SGI

The Trusted Leader in High Performance Computing

 
MLC++, Color GLDs

COLOR GLDs (General Logic Diagrams) are now available in MLC++. Please note that they will print greyscale on most printers, but may not show well on non-color monitors.

Since the full instance space is too big for most datasets, the GLDs can show AND train an induction algorithm on a projected space. A good projection was found by using a feature subset selection algorithm written in MLC++.

For each dataset, we show the training set (usually O's and X's) over the predicted space, and then the test set over the predicted space. The different colors denote the different classes. For the test set, O's mark the fact that all test instances that fell in the box were correctly predicted, X's mark the fact that there was at least one mistake.

  • Zoo: Predict the class of an animal. There are seven classes.

    Comments: Projecting the space almost "solves" the problem. Most instances in the projected space match in their label, so this becomes an "easy" problem. ID3's accuracy on the original space: 88.2% (hence it improves on the projected space).


  • Monk1: Predict whether the robot has jacket color read, or head-shape = body-shape.
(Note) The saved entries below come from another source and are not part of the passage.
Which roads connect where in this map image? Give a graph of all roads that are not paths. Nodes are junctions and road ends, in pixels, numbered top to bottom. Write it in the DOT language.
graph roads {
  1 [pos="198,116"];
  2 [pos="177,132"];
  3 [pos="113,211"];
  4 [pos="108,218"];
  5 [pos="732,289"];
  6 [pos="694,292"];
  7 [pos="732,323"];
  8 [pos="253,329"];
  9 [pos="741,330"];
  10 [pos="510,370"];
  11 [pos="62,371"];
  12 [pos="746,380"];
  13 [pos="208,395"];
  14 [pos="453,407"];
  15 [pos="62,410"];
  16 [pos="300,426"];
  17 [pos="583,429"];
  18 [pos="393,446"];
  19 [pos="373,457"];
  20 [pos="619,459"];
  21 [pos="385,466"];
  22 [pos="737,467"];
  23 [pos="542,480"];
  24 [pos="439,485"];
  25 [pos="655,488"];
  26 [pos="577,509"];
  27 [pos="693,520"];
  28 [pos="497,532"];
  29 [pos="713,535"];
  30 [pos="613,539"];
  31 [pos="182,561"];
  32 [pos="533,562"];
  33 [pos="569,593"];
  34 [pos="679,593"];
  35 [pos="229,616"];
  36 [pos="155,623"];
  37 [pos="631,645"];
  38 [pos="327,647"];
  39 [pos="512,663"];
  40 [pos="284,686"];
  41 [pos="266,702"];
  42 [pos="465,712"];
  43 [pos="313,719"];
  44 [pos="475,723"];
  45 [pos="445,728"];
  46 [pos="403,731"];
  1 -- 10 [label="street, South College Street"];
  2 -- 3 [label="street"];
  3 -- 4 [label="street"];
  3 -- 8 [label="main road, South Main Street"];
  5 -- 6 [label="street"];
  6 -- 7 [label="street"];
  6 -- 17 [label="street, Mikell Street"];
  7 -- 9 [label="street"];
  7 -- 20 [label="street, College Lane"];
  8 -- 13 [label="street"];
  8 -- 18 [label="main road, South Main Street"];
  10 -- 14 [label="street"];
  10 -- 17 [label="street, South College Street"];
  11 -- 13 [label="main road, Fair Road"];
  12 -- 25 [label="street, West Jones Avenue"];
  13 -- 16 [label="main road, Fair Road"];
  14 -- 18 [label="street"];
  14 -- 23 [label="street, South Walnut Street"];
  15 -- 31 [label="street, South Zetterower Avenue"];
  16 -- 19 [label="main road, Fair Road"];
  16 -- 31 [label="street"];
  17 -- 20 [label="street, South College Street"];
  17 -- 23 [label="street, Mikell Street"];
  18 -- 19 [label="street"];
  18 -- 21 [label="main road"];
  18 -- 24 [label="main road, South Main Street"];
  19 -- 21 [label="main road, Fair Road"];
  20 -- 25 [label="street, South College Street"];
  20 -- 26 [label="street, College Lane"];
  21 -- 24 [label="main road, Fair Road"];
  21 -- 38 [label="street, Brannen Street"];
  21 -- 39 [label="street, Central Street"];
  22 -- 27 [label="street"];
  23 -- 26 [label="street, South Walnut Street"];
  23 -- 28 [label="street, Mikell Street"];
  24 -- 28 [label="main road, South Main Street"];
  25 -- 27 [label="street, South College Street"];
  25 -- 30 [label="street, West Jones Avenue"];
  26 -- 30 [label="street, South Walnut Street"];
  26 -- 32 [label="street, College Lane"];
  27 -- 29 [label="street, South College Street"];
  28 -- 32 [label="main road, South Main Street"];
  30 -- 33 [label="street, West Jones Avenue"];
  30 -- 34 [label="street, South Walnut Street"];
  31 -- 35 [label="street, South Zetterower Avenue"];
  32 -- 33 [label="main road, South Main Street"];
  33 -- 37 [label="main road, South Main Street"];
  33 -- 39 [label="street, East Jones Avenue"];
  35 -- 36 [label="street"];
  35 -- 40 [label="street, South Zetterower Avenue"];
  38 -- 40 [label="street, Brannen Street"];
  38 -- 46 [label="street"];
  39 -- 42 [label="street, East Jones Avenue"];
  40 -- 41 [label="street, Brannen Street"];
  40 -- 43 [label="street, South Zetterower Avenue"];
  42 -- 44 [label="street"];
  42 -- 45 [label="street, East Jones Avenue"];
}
    Comments: Three irrelevant features. The problem becomes trivial when projected over the three relevant features, a subset that the MLC++ feature subset selector easily finds. We show the full space because we can show it.


  • Parity: The concept is the parity of 5 bits (Bits 1,2,3,5,7), with 5 irrelevant bits.

    Comments: The concept is considered very hard, and very unnatural. However, given the 5 relevant bits, all 32 instances are given in the training set.


  • Chess: King rook vs. king pawn on a7. The concept is whether white can win.

    Comments: Space has 33 boolean features and one ternary feature, for a total of 25,769,803,776 possibilities. The problem turns out to be reasonably easy on the projected space. The table-majority inducer attempts to find a matching instance in the training set and return that label. If it can't be found, it returns majority.


  • Vote: Predict whether a congressman is a republican or democrat (1984) based on key votes. The space is very big (3^16 = 43046721). The best projected spaces have 1-4 features. We chose to show a bigger space.